Benjamin Franklin, a founding father of the USA, famously said: "In this world nothing can be said to be certain, except death and taxes." Perhaps it is time to modernise that quote. If you are in business you will know for certain that your costs will rise and, particularly in 2019, it will be your labour costs.
This is simply because in April 2019 the National Living Wage will increase by 4.91% to £8.21 an hour for workers aged over 25. Rates for younger workers will also rise above inflation and average earnings. So no matter what age your employees are, your costs will rise and you need to be ready.
The impact of an increase in the National Living Wage will, of course, have a significant impact on the profitability of enterprises in our sector. Typically, producers count labour as their largest cost, while retailers and "re-sellers" count it as their second largest cost, so what can we do to minimise the impact of it rising further?

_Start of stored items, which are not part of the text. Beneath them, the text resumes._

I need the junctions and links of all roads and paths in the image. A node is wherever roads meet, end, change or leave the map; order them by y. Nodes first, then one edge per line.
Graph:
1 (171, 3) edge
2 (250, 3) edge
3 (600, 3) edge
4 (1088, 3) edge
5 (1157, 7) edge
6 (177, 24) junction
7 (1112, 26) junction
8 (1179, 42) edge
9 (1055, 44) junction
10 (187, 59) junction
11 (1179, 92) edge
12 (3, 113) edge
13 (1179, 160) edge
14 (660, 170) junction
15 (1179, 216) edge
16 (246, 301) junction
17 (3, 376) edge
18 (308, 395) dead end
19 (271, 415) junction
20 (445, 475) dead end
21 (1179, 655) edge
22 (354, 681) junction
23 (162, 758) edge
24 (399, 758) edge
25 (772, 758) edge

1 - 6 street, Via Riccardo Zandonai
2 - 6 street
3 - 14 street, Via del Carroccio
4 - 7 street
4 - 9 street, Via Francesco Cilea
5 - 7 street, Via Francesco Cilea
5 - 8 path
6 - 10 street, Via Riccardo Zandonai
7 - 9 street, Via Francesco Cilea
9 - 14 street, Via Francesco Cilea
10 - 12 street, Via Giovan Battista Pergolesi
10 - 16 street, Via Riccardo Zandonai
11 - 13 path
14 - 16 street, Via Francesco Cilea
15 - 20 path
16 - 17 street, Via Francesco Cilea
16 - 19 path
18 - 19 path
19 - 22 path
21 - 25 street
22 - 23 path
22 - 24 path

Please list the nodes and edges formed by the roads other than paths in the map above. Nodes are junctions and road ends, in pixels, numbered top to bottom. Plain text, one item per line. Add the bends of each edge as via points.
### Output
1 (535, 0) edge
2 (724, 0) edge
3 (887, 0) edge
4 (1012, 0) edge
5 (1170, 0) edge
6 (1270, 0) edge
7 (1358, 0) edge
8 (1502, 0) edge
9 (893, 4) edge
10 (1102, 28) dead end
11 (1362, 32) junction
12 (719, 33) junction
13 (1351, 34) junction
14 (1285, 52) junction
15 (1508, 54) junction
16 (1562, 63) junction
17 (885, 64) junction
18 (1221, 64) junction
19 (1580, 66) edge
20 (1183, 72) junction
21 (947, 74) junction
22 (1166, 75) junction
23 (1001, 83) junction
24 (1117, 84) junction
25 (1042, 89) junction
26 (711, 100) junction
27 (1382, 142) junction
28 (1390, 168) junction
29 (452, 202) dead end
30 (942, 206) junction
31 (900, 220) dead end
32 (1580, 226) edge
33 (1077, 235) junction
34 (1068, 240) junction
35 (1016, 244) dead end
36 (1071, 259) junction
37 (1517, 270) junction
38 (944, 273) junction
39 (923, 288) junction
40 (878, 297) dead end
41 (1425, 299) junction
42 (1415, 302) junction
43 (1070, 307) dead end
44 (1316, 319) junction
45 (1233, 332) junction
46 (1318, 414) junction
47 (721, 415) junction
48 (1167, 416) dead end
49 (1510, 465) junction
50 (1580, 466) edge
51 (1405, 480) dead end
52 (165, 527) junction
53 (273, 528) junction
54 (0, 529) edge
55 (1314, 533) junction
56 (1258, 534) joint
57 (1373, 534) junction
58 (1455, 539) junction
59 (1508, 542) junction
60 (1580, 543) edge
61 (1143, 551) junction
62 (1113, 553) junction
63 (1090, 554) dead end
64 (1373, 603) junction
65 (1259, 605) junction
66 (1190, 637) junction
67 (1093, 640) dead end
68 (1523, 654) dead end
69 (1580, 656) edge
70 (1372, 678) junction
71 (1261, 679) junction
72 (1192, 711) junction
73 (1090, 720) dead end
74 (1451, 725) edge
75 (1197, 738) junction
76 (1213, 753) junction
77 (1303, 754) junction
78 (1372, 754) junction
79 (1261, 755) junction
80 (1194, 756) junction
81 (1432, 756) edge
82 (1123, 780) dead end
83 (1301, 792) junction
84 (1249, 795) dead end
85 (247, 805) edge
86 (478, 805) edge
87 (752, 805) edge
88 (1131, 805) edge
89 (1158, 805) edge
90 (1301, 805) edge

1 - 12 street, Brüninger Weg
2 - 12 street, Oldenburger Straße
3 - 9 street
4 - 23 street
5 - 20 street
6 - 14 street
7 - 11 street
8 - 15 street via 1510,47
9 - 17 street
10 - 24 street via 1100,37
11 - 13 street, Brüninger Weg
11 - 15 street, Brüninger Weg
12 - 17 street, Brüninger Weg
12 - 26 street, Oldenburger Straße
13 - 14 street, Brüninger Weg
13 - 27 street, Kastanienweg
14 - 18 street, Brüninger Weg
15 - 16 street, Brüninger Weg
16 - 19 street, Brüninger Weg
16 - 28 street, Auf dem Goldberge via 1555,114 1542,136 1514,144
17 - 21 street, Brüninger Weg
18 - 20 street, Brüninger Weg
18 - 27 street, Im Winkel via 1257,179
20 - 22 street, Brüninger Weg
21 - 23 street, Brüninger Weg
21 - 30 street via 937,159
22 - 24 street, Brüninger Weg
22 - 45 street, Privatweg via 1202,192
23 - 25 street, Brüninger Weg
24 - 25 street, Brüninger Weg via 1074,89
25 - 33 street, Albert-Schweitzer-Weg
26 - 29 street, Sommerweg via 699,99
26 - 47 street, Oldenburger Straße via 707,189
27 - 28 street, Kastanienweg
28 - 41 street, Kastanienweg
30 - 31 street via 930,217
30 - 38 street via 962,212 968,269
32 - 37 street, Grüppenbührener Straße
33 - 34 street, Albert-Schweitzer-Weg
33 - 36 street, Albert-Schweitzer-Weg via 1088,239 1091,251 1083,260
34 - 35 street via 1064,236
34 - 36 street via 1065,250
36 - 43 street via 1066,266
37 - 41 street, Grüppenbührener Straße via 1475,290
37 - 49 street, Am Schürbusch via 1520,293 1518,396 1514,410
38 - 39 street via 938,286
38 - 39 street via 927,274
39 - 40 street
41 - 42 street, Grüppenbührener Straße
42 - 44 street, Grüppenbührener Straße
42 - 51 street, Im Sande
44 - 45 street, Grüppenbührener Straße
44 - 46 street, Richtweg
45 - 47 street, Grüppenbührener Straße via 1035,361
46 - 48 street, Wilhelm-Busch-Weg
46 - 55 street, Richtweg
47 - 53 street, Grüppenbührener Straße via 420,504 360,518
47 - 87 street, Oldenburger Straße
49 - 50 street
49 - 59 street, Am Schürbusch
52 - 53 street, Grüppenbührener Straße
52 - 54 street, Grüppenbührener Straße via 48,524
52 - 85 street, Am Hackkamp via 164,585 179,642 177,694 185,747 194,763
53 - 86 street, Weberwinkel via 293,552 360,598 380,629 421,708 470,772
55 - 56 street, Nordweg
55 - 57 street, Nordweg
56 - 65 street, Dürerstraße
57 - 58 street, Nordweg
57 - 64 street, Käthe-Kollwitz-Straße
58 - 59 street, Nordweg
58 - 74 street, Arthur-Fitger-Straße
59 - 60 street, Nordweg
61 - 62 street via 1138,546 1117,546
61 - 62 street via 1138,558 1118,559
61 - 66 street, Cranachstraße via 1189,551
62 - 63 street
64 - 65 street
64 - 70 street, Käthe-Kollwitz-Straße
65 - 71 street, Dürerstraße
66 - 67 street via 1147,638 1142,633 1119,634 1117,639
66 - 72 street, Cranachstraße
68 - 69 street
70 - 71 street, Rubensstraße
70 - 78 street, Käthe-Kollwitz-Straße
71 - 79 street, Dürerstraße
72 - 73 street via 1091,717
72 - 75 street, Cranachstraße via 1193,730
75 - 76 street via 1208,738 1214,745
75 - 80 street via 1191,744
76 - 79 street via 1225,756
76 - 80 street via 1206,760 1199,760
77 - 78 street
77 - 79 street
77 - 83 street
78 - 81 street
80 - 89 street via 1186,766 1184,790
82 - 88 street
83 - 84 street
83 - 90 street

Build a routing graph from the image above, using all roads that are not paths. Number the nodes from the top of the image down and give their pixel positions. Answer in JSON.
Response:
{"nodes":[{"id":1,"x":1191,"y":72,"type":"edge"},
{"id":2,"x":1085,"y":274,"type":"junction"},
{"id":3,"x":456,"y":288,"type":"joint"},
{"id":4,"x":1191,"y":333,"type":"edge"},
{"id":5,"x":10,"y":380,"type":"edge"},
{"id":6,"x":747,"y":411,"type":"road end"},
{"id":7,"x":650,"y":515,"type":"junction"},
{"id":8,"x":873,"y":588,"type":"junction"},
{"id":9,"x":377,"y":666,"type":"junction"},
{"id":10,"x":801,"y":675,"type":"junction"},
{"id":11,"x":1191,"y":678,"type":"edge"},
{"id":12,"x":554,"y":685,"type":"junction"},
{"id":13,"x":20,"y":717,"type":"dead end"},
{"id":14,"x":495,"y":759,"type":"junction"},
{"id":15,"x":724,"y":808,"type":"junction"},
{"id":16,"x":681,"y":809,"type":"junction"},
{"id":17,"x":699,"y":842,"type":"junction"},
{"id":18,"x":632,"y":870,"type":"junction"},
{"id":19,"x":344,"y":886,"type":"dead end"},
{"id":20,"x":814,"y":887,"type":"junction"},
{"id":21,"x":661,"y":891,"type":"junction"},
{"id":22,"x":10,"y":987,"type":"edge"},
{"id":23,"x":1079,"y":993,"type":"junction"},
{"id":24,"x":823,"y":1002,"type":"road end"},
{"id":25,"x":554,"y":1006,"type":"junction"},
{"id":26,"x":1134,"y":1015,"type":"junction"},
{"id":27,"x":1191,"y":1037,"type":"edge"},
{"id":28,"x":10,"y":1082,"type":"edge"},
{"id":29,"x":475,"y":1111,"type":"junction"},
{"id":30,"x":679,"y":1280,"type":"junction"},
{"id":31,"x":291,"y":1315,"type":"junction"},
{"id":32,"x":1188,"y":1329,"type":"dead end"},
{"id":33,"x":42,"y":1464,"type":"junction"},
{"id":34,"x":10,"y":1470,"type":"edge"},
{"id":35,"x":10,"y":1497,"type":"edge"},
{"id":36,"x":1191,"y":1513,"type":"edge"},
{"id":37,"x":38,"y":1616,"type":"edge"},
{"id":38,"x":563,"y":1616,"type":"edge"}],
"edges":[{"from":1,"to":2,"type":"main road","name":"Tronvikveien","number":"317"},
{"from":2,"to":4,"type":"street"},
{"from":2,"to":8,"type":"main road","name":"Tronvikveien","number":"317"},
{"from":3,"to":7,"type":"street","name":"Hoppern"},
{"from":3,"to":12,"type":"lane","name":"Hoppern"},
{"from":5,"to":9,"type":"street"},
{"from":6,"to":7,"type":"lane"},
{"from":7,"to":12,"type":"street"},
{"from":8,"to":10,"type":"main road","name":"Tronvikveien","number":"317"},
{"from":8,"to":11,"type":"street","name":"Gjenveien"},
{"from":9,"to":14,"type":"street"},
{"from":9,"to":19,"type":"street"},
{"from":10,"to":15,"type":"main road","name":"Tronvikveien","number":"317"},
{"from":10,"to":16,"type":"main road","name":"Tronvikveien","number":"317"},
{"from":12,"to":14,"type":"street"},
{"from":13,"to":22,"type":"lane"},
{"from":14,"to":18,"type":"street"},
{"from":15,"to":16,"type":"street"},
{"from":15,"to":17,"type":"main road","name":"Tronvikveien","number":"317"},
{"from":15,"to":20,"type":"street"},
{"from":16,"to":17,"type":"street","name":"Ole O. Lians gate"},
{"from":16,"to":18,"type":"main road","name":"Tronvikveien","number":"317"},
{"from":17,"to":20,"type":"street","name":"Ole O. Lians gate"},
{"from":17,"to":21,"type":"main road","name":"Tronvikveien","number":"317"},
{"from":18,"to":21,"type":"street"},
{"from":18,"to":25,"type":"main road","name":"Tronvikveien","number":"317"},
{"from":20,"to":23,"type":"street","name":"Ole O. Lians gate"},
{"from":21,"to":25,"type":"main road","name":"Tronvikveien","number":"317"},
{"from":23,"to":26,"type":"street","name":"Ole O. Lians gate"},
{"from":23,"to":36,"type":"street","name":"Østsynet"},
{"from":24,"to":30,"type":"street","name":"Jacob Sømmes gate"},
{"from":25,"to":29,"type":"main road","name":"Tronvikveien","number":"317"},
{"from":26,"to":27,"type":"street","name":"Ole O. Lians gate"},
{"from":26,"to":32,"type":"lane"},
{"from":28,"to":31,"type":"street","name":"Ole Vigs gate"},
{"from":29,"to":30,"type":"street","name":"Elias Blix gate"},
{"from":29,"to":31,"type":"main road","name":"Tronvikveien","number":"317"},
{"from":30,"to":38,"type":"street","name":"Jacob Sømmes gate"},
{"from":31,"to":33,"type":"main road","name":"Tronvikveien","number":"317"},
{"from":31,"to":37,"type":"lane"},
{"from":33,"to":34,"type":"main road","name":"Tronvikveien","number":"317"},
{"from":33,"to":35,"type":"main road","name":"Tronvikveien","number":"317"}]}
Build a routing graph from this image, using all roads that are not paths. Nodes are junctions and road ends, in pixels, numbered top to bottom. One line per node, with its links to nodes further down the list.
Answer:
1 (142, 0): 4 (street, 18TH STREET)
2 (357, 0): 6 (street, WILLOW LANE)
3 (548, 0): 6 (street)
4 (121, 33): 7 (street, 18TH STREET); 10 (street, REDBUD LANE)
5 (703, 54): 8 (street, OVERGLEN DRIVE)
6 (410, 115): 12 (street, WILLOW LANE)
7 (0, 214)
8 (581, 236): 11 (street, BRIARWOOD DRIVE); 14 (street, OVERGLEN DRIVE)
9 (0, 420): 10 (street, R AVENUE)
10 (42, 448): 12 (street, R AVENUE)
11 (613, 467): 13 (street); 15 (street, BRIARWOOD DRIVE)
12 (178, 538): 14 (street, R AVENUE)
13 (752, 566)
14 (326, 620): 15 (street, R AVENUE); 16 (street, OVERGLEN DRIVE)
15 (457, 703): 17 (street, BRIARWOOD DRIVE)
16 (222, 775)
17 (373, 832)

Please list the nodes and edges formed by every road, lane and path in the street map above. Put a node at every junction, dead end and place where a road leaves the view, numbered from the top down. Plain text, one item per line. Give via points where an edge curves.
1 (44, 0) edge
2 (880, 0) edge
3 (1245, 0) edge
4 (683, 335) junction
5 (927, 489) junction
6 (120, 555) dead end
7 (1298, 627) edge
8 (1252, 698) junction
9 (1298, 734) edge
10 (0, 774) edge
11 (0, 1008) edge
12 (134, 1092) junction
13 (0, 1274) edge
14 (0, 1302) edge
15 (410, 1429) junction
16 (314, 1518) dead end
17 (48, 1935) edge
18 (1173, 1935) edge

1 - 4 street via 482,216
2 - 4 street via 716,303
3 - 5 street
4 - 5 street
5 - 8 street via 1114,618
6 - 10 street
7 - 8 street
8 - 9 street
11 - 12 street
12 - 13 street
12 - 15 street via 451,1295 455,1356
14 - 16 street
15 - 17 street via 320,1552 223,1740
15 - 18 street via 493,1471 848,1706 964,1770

The first step is to measure. My favourite mantra — "You can’t manage what you don’t measure" — definitely applies to your labour cost. Most people do measure their labour input into their organisation, but if you are not doing so on a regular basis then now is the time to begin. True, you should and probably do know your weekly or monthly wage bill, but I am talking about getting more detailed. You need to be able to identify how much labour is required to produce your product or deliver your service, plan for that required amount of labour and then measure the actual amount spent on labour to carry out those operations.
Take a typical landscaper building domestic gardens where the labour element of the build is typically the largest cost. The landscaper might quote for the job allowing 20 days labour. However, if it overruns and takes 25 man days, the job will be less profitable. Monitoring the actual labour input as you go along should help reduce an overrun, so produce a budget for labour spend, monitor that budget often and if there is a variance — a difference between the actual and planned spend — then deal with it quickly.
In addition to using budgets to control your labour cost, you might also consider creating some financial targets or goals. Typically, retailers might use two ratios — "wages as a percentage of sales" and "sales per employee". In an ideal world, the former ratio should be going down and the later going up. In essence, these ratios are a measure of how well you are using your labour — a measure of efficiency or a measure of output. As a business owner, one of your key tasks is to ensure that your labour is operating efficiently. How then can we make labour more efficient?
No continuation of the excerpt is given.